Sono terrorizzati dalla possibilità che emerga un qualche livello di dissenso che non saprebbero come schiacciare. Il terzo cerchio è più complesso. In ogni caso, ci riguarda direttamente. Riguarda l’America Latina.

Nella terra a stelle e strisce sono consapevoli di una cosa: la Rivoluzione cubana ha cambiato il volto dell’America Latina. Prima del 1959, era il granaio delle grandi imprese. Da allora, è un campo di battaglia dove i popoli lottano per le loro risorse e la loro sovranità.

Per fermare l’ascesa dei popoli negli anni ’70, coronata dal “triangolo rosso” di Allende, Velasco e Juan José Torres, gli americani imposero il fascismo: Pinochet, Videla e Hugo Banzer.

Ma non durò a lungo. Il nuovo secolo ha visto emergere il Processo Emancipatorio Bolivariano, che ha potuto essere contenuto all’inizio con le vittorie elettorali di Macri, Piñera, Uribe, García e altri; ma che è rinato e si è ricomposto nel nostro tempo, consolidando processi imbattibili: Cuba, Venezuela e Nicaragua. Contro di loro, dunque, è piovuto il fuoco.

Per il momento, hanno cercato di disintegrare le forze avanzate del continente facendo pressione su Lula e Petro dall’interno e dall’esterno, il che ha permesso loro di ricaricare le batterie contro il Venezuela. E ci sono riusciti, affidandosi a Boric, a cui è stato affidato l’ulteriore compito di cancellare la faccia di Javier Milei e Dina Boluarte, in nome della “democrazia”. E ora rinnovano la loro offensiva con l’idea di “chiudere” l’America dietro la politica guerrafondaia di Washington. Oggi hanno bisogno di “chiudere” il continente che considerano il loro “cortile di casa”.

Per questo è urgente per loro rovesciare Maduro in Venezuela e generare un colpo di Stato contro Ortega in Nicaragua. Ma soprattutto, e in primo luogo, vogliono soffocare Cuba perché, nonostante tutto, è il pallone di ossigeno morale che hanno i popoli del nostro continente.

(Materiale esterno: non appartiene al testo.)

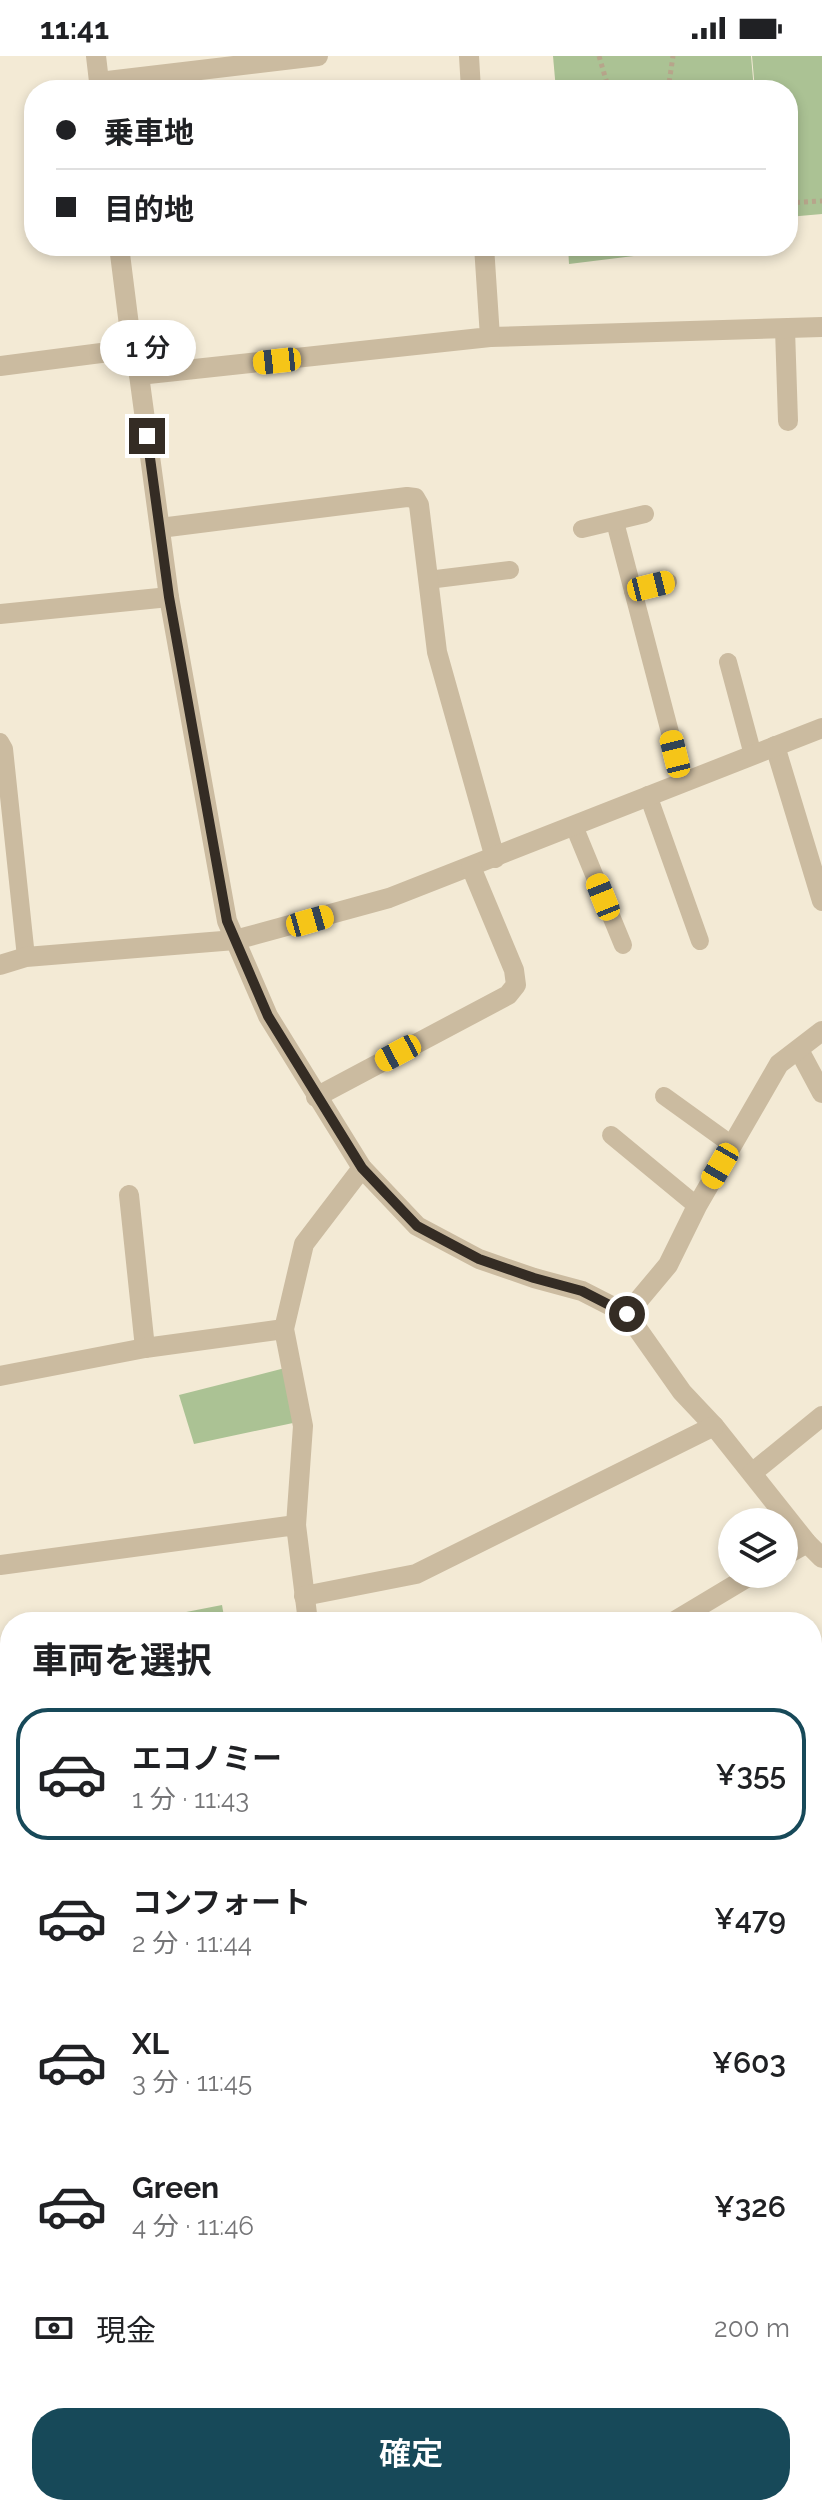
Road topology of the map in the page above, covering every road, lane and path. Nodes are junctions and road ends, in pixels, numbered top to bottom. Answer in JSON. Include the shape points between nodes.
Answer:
{"nodes":[{"id":1,"x":96,"y":56,"type":"edge"},
{"id":2,"x":318,"y":56,"type":"edge"},
{"id":3,"x":469,"y":56,"type":"edge"},
{"id":4,"x":599,"y":56,"type":"edge"},
{"id":5,"x":673,"y":56,"type":"edge"},
{"id":6,"x":99,"y":80,"type":"edge"},
{"id":7,"x":144,"y":80,"type":"edge"},
{"id":8,"x":470,"y":80,"type":"edge"},
{"id":9,"x":606,"y":80,"type":"edge"},
{"id":10,"x":669,"y":80,"type":"edge"},
{"id":11,"x":822,"y":201,"type":"edge"},
{"id":12,"x":798,"y":202,"type":"edge"},
{"id":13,"x":120,"y":256,"type":"edge"},
{"id":14,"x":485,"y":256,"type":"edge"},
{"id":15,"x":822,"y":327,"type":"edge"},
{"id":16,"x":785,"y":329,"type":"junction"},
{"id":17,"x":490,"y":337,"type":"junction"},
{"id":18,"x":132,"y":349,"type":"junction"},
{"id":19,"x":0,"y":366,"type":"edge"},
{"id":20,"x":139,"y":375,"type":"junction"},
{"id":21,"x":788,"y":421,"type":"dead end"},
{"id":22,"x":645,"y":514,"type":"dead end"},
{"id":23,"x":615,"y":522,"type":"junction"},
{"id":24,"x":160,"y":528,"type":"junction"},
{"id":25,"x":582,"y":529,"type":"dead end"},
{"id":26,"x":510,"y":570,"type":"dead end"},
{"id":27,"x":428,"y":580,"type":"junction"},
{"id":28,"x":668,"y":582,"type":"dead end"},
{"id":29,"x":633,"y":591,"type":"junction"},
{"id":30,"x":169,"y":597,"type":"junction"},
{"id":31,"x":0,"y":614,"type":"edge"},
{"id":32,"x":728,"y":662,"type":"dead end"},
{"id":33,"x":822,"y":728,"type":"edge"},
{"id":34,"x":0,"y":742,"type":"edge"},
{"id":35,"x":775,"y":746,"type":"junction"},
{"id":36,"x":753,"y":755,"type":"junction"},
{"id":37,"x":683,"y":782,"type":"junction"},
{"id":38,"x":648,"y":795,"type":"junction"},
{"id":39,"x":574,"y":826,"type":"junction"},
{"id":40,"x":495,"y":858,"type":"junction"},
{"id":41,"x":8,"y":865,"type":"edge"},
{"id":42,"x":471,"y":867,"type":"junction"},
{"id":43,"x":822,"y":901,"type":"edge"},
{"id":44,"x":235,"y":940,"type":"junction"},
{"id":45,"x":700,"y":941,"type":"dead end"},
{"id":46,"x":623,"y":945,"type":"dead end"},
{"id":47,"x":26,"y":957,"type":"junction"},
{"id":48,"x":0,"y":965,"type":"edge"},
{"id":49,"x":822,"y":1031,"type":"edge"},
{"id":50,"x":799,"y":1050,"type":"junction"},
{"id":51,"x":822,"y":1093,"type":"edge"},
{"id":52,"x":664,"y":1096,"type":"dead end"},
{"id":53,"x":316,"y":1097,"type":"junction"},
{"id":54,"x":611,"y":1135,"type":"dead end"},
{"id":55,"x":732,"y":1145,"type":"junction"},
{"id":56,"x":362,"y":1168,"type":"junction"},
{"id":57,"x":129,"y":1195,"type":"dead end"},
{"id":58,"x":697,"y":1206,"type":"junction"},
{"id":59,"x":627,"y":1314,"type":"junction"},
{"id":60,"x":284,"y":1329,"type":"junction"},
{"id":61,"x":145,"y":1348,"type":"junction"},
{"id":62,"x":0,"y":1376,"type":"edge"},
{"id":63,"x":822,"y":1416,"type":"edge"},
{"id":64,"x":714,"y":1426,"type":"junction"},
{"id":65,"x":752,"y":1473,"type":"junction"},
{"id":66,"x":296,"y":1525,"type":"junction"},
{"id":67,"x":807,"y":1543,"type":"junction"},
{"id":68,"x":798,"y":1548,"type":"edge"},
{"id":69,"x":822,"y":1558,"type":"edge"},
{"id":70,"x":0,"y":1565,"type":"edge"},
{"id":71,"x":730,"y":1588,"type":"edge"},
{"id":72,"x":304,"y":1596,"type":"junction"},
{"id":73,"x":306,"y":1612,"type":"edge"},
{"id":74,"x":690,"y":1612,"type":"edge"}],
"edges":[{"from":1,"to":6,"type":"street"},
{"from":2,"to":7,"type":"street"},
{"from":3,"to":8,"type":"street"},
{"from":4,"to":9,"type":"path"},
{"from":5,"to":10,"type":"path"},
{"from":11,"to":12,"type":"path"},
{"from":13,"to":18,"type":"street"},
{"from":14,"to":17,"type":"street"},
{"from":15,"to":16,"type":"street"},
{"from":16,"to":17,"type":"street"},
{"from":16,"to":21,"type":"street"},
{"from":17,"to":20,"type":"street"},
{"from":18,"to":19,"type":"street"},
{"from":18,"to":20,"type":"street"},
{"from":20,"to":24,"type":"street"},
{"from":22,"to":23,"type":"lane"},
{"from":23,"to":25,"type":"lane"},
{"from":23,"to":29,"type":"lane"},
{"from":24,"to":27,"type":"street","via":[[415,498]]},
{"from":24,"to":30,"type":"street"},
{"from":26,"to":27,"type":"lane"},
{"from":27,"to":40,"type":"street","via":[[437,652]]},
{"from":28,"to":29,"type":"lane"},
{"from":29,"to":37,"type":"lane"},
{"from":30,"to":31,"type":"street"},
{"from":30,"to":44,"type":"street","via":[[227,921]]},
{"from":32,"to":36,"type":"lane"},
{"from":33,"to":35,"type":"street"},
{"from":34,"to":41,"type":"lane"},
{"from":35,"to":36,"type":"street"},
{"from":35,"to":43,"type":"street"},
{"from":36,"to":37,"type":"street"},
{"from":37,"to":38,"type":"street"},
{"from":38,"to":39,"type":"street"},
{"from":38,"to":45,"type":"lane"},
{"from":39,"to":40,"type":"street"},
{"from":39,"to":46,"type":"lane"},
{"from":40,"to":42,"type":"street"},
{"from":41,"to":47,"type":"lane"},
{"from":42,"to":44,"type":"street","via":[[389,898]]},
{"from":42,"to":53,"type":"street","via":[[516,985],[508,995]]},
{"from":44,"to":47,"type":"street"},
{"from":44,"to":53,"type":"street","via":[[268,1016]]},
{"from":47,"to":48,"type":"street"},
{"from":49,"to":50,"type":"street"},
{"from":50,"to":51,"type":"street"},
{"from":50,"to":55,"type":"street","via":[[779,1064]]},
{"from":52,"to":55,"type":"lane"},
{"from":53,"to":56,"type":"street"},
{"from":54,"to":58,"type":"lane"},
{"from":55,"to":58,"type":"street"},
{"from":56,"to":59,"type":"street","via":[[417,1226],[479,1259],[582,1291]]},
{"from":56,"to":60,"type":"street","via":[[304,1244]]},
{"from":57,"to":61,"type":"street"},
{"from":58,"to":59,"type":"street","via":[[668,1265]]},
{"from":59,"to":64,"type":"street","via":[[682,1392]]},
{"from":60,"to":61,"type":"street"},
{"from":60,"to":66,"type":"street","via":[[303,1426]]},
{"from":61,"to":62,"type":"street"},
{"from":63,"to":65,"type":"street"},
{"from":64,"to":65,"type":"street"},
{"from":64,"to":72,"type":"street","via":[[416,1574]]},
{"from":65,"to":67,"type":"street"},
{"from":66,"to":70,"type":"street"},
{"from":66,"to":72,"type":"street"},
{"from":67,"to":68,"type":"street"},
{"from":67,"to":69,"type":"street"},
{"from":71,"to":74,"type":"street"},
{"from":72,"to":73,"type":"street"}]}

Usano tutto ciò che possono contro Cuba. Non escludono l’aggressione esterna, anche se sanno che per attuarla hanno bisogno di un “fattore interno” che li incoraggi. Per questo motivo promuovono la sedizione generando focolai di “malcontento” derivanti dalla stessa politica yankee contro l’isola.

Ma il capolavoro – il blocco in vigore da più di 60 anni – viene oggi alimentato dall’inserimento di Cuba nella lista degli “Sponsor del terrorismo”. Non si tratta di una cosa qualsiasi. È molto grave. Perché genera ulteriori sanzioni contro l’isola e nuovi danni.

Contro Cuba usano tutto quello che possono.

È finalizzato a indebolire ulteriormente l’economia cubana per impedirle di soddisfare i bisogni del suo popolo.  È una misura dettata dalla perfidia, ispirata dall’odio e progettata dal calcolo più malvagio. Mira a soffocare Cuba

In questo contesto, raddoppiare la solidarietà con Cuba e denunciare questa azione estremamente perversa è fondamentale nelle attuali circostanze. Per Cuba e per il mondo.

Per quanto ci riguarda, seguiamo l’insegnamento di Martí: “Ognuno faccia la sua parte di dovere, e nessuno potrà sconfiggerci”.

Gustavo Espinoza Montesinos. Responsabile dell’edizione peruviana di Resumen Latinoamericano, ex dirigente e parlamentare del Partito Comunista del Perù (Unità) ed ex segretario generale della Confederazione Generale del Lavoro del Perù.